I also don’t think there’s a huge younger audience that’s hanging out for ABC Local radio that won’t listen because it isn’t on FM. It’s a case for having Triple J utilise regional opt-outs, not one for moving ABC Local to FM - you’re not going to listen to dry talkback and news just because it’s on FM - and I certainly don’t want the ABC trying to ‘FM’ their format on local radio.
If there was a plan to remove Classic FM from the FM dial, then the local FM service needs to be distinct from what is currently on AM. Let the AM station service the market it does now (or at least did before the recent shake ups trying to target younger audiences) and find the gap that isn’t being filled on the FM band - such as a BBC Radio 2 or original format Vega style of station - with key segments of local programming rather than yet another fully national feed.
I’m definitely up for a BBC R2 format on FM. Even Double J.
I recently had to do a large amount of long distance driving (Bris to Syd and back 5 times in the space of 2 weeks) and it baffles me there is no “frequency finder” app for the ABC suite of radio stations.
I was looking for something that uses GPS and gives a list of frequencies to try for various stations such as newsradio, local radio and radio national. As an orginisation that has a national presence i would have thought this would be an obvious thing for the travelling public. instead i was using the abc website which is not the most efficient thing to do in this case.
A decade ago ABC used to have a mini foldable Z-card which showed all the frequencies of its radio network stations across Australia. I got one from ABC Shop at Queen Victoria Building when I was in Sydney.
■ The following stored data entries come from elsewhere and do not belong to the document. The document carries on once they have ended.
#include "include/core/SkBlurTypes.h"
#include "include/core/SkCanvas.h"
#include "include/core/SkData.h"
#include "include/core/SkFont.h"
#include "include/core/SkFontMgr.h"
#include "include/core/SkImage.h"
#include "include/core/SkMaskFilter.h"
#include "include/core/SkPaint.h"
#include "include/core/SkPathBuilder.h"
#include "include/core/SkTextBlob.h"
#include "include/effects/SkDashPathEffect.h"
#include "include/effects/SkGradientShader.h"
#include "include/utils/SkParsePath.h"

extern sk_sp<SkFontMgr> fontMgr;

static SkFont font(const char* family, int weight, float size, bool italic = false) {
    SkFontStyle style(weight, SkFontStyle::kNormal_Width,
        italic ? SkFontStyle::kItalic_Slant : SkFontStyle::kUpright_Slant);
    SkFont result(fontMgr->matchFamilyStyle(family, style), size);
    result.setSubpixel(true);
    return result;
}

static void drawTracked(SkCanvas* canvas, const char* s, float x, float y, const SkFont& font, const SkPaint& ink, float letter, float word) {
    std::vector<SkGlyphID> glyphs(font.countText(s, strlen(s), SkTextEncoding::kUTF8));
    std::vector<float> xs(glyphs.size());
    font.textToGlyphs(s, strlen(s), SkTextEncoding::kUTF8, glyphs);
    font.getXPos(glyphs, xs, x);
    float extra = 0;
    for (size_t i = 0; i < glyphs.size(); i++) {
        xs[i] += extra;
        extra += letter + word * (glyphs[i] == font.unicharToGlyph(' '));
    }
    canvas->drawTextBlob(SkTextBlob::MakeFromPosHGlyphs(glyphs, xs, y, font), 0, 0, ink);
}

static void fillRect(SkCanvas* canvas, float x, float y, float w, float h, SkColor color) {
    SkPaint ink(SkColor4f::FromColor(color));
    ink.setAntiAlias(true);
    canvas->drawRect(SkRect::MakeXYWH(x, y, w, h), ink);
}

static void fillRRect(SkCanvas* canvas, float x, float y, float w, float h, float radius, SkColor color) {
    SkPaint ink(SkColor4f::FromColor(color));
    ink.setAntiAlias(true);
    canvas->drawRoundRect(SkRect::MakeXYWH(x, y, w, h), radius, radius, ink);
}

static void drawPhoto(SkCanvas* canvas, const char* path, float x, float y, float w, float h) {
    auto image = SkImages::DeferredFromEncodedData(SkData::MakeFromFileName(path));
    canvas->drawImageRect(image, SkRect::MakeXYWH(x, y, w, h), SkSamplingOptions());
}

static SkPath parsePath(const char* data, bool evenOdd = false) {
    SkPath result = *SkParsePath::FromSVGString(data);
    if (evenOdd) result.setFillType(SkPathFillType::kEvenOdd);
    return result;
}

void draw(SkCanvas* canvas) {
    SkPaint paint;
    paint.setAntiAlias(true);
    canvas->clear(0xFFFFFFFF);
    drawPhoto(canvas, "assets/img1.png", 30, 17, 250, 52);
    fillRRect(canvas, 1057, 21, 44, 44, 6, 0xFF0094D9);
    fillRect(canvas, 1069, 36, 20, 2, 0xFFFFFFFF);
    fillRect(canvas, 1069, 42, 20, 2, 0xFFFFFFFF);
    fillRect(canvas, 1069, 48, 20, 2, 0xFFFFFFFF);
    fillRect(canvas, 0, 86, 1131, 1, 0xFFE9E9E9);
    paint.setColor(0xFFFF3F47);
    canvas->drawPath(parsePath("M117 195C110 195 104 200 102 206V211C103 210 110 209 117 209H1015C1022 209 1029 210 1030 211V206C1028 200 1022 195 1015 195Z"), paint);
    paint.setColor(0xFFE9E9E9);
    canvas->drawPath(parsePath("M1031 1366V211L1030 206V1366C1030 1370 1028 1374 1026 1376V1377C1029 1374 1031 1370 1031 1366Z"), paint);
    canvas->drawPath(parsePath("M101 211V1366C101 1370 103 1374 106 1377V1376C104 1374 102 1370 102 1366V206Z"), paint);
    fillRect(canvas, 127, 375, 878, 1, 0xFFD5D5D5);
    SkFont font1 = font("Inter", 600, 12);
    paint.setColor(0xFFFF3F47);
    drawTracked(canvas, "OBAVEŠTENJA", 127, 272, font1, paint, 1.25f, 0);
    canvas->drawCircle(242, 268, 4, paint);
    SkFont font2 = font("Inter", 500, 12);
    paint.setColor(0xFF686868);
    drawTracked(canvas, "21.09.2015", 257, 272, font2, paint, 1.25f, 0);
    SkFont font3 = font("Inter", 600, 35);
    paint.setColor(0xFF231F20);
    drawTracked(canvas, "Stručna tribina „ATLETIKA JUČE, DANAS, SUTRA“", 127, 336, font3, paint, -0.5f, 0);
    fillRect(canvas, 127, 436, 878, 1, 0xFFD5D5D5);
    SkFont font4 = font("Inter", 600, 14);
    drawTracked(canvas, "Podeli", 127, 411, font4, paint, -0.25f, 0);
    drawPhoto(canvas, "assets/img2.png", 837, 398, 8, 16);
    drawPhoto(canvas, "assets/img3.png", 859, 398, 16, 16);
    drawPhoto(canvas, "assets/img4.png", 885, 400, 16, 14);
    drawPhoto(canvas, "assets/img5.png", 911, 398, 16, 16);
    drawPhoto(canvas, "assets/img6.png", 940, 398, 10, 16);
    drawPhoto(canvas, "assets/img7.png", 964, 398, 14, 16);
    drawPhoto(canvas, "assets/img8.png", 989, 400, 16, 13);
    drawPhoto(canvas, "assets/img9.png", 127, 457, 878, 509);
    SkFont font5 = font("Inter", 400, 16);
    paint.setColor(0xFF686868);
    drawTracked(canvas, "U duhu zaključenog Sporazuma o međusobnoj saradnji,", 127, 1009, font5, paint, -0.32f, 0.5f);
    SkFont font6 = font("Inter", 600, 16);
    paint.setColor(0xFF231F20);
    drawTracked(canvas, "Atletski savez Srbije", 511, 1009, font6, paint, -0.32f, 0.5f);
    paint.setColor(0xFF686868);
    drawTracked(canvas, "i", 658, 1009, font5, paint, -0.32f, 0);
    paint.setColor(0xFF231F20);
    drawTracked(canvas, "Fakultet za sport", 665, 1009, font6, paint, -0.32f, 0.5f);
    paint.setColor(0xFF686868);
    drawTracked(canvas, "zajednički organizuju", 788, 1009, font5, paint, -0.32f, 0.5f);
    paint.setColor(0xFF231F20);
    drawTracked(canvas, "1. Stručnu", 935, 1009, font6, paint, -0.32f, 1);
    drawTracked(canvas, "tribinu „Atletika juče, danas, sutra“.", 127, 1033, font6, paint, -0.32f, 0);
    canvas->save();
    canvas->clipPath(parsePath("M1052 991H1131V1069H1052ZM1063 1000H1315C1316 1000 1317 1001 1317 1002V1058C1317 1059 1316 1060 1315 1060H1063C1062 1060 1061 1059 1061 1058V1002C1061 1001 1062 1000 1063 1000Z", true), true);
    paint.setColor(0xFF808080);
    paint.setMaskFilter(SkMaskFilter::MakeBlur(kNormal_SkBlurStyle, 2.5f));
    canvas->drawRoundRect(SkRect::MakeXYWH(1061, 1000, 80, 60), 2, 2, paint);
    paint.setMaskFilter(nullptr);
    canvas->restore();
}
It works so well for Coast FM/91.7/ABC Gold Coast, regularly out rated by 612 despite being AM and 100km away.
Don’t settle for that, R2 or better.
Download “Radio Guide” from the app store
100% agree. There’s a basic frequency finder buried on an abc website somewhere, but it wouldn’t be hard to put it on the ABC listen app.
That’s great if you have internet coverage and a device with sufficient battery. This is the problem with the ABC, the decision makers are slaves to the idea that everyone has sufficient devices and internet to use their services.
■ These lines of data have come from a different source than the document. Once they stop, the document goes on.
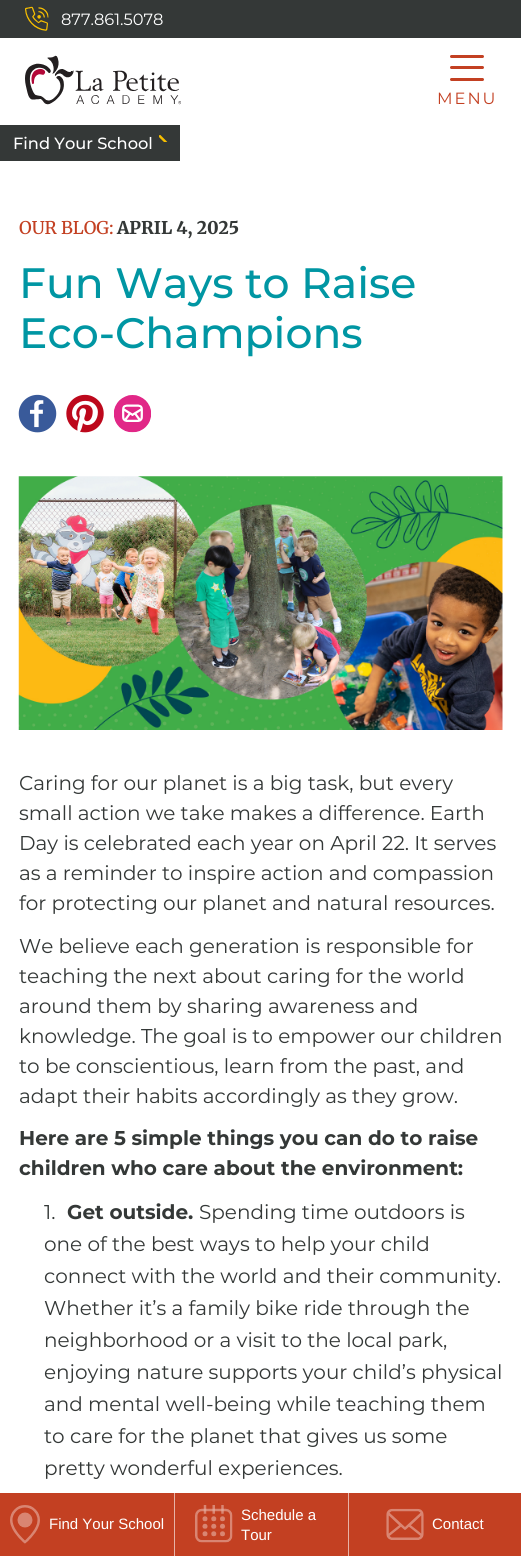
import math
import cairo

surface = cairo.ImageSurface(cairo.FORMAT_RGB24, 521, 1556)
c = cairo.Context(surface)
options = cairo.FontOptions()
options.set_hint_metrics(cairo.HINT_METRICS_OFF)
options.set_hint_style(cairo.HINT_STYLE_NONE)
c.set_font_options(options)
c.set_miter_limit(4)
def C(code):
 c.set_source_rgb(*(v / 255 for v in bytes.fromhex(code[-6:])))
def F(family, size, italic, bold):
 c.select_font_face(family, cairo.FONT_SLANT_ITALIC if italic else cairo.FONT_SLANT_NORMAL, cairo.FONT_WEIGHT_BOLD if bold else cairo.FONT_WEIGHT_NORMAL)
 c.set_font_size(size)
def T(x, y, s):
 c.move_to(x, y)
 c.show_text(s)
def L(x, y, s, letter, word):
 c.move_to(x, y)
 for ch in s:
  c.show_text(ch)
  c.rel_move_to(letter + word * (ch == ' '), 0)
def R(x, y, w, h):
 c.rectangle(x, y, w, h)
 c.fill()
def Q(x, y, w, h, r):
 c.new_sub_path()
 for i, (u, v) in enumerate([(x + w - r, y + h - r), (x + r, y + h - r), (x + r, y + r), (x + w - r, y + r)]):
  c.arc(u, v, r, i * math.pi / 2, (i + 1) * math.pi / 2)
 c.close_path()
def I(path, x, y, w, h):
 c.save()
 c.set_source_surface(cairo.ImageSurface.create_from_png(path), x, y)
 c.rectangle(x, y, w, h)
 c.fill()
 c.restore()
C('ffffff')
c.paint()
C('343837')
R(0,0,521,38)
I('1.png',25,6,24,25)
F('Montserrat',16.25,0,0)
C('ffffff')
T(61,25,'877.861.5078')
I('2.png',25,55,156,50)
C('c34022')
Q(450,66,34,3,1.5)
c.fill()
Q(450,55,34,3,1.5)
c.fill()
Q(450,78,34,3,1.5)
c.fill()
L(437,104,'MENU',2,0)
C('343837')
R(0,125,180,36)
F('Montserrat Medium',16.25,0,0)
C('ffffff')
T(13,149,'Find Your School')
I('3.png',159,135,9,7)
F('Merriweather Medium',17.5,0,0)
C('c34022')
T(19,234,'OUR BLOG:')
F('Merriweather ExtraBold',17.5,0,0)
C('343837')
T(117,234,'APRIL 4, 2025')
F('Montserrat Medium',42.5,0,0)
C('0096a3')
T(19,298,'Fun Ways to Raise')
T(19,348,'Eco-Champions')
I('4.png',18,394,39,39)
I('5.png',66,394,38,39)
I('6.png',114,395,37,38)
I('7.png',18,476,485,254)
F('Montserrat',20,0,0)
C('343837')
T(19,790,'Caring for our planet is a big task, but every')
T(19,820,'small action we take makes a difference. Earth')
T(19,850,'Day is celebrated each year on April 22. It serves')
T(19,880,'as a reminder to inspire action and compassion')
T(19,910,'for protecting our planet and natural resources.')
T(19,953,'We believe each generation is responsible for')
T(19,983,'teaching the next about caring for the world')
T(19,1013,'around them by sharing awareness and')
T(19,1043,'knowledge. The goal is to empower our children')
T(19,1073,'to be conscientious, learn from the past, and')
T(19,1103,'adapt their habits accordingly as they grow.')
F('Montserrat',20,0,1)
T(19,1145,'Here are 5 simple things you can do to raise')
T(19,1175,'children who care about the environment:')
F('Montserrat',20,0,0)
T(44,1219,'1.')
F('Montserrat',20,0,1)
T(67,1219,'Get outside.')
F('Montserrat',20,0,0)
T(199,1219,'Spending time outdoors is')
T(44,1251,'one of the best ways to help your child')
T(44,1283,'connect with the world and their community.')
T(44,1315,'Whether it’s a family bike ride through the')
T(44,1347,'neighborhood or a visit to the local park,')
T(44,1379,'enjoying nature supports your child’s physical')
T(44,1411,'and mental well-being while teaching them')
T(44,1443,'to care for the planet that gives us some')
T(44,1475,'pretty wonderful experiences.')
C('c34022')
R(0,1493,174,63)
I('8.png',10,1505,30,39)
F('Liberation Sans',15,0,0)
C('ffffff')
T(49,1529,'Find Your School')
C('c34022')
R(175,1493,173,63)
C('e7b3a7')
R(174,1493,1,63)
I('9.png',195,1505,38,38)
C('ffffff')
T(241,1520,'Schedule a')
T(241,1540,'Tour')
C('c34022')
R(349,1493,172,63)
C('e7b3a7')
R(348,1493,1,63)
I('10.png',386,1508,38,32)
C('ffffff')
T(432,1529,'Contact')
surface.write_to_png('o.png')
Paper has its advantages and for the ABC to cover all people, paper copy should be available.
Lots of love for BBC2 on the forum but every time I’ve listened there’s been too much talking for my liking. Also annoying is how the DJs talk over the start and finish of songs - last week one started singing along half way through. On that occasion they were purposely playing “bad” songs.
Sorry but I love BBC R2. Occasionally a bit too much commentary but I still think it’s a gap that would work in Australia. When I’m in UK I flick between BBC R2, Magic and Absolute.
Oddly that article link has disappeared from Radioinfo… There were 2 comments pointing out the bizarre lack of mention of DAB+ or even the ABC Listen App…
That is one of the most annoying aspects of presentation on UK radio. Why on earth do they think we want to hear the DJ babble over/sing along with songs at either end of the track.
A few DJs started doing that here too a while back. Thankfully it didn’t become widespread. Never heard it in the US.
Radio Guide stores the database locally and works well without coverage
However you’re right about battery though
ABC North Tas Breakfast in Tassie was nice last Christmas. They took up my topic of Christmas advertising, especially the use of cute children to pull heart strings.
They also have a heavy side-chained compressor on the audio that gives it the “ducking” effect on the music when they speak over it. Very UK sounding.
I believe the excessive commentary on BBC Radio is probably a relic from when the BBC was mandated not to play more than 5 hours per day of commercial music (which slowly increased as time went by until it was abolished in 1988):
There’s also probably the argument that the BBC doesn’t want to sound ‘too commercial’ with wall to wall music, so they drag out the filler between songs.
At one stage BBC Radio 2 was unlistenable with the amount of processing they were using. As well as the ducking side-chain device. And all the different processors would interact with each other to give a juddering effect and create their own intermod. Was so disappointed when I heard it sound like that over the air in the UK. Awful.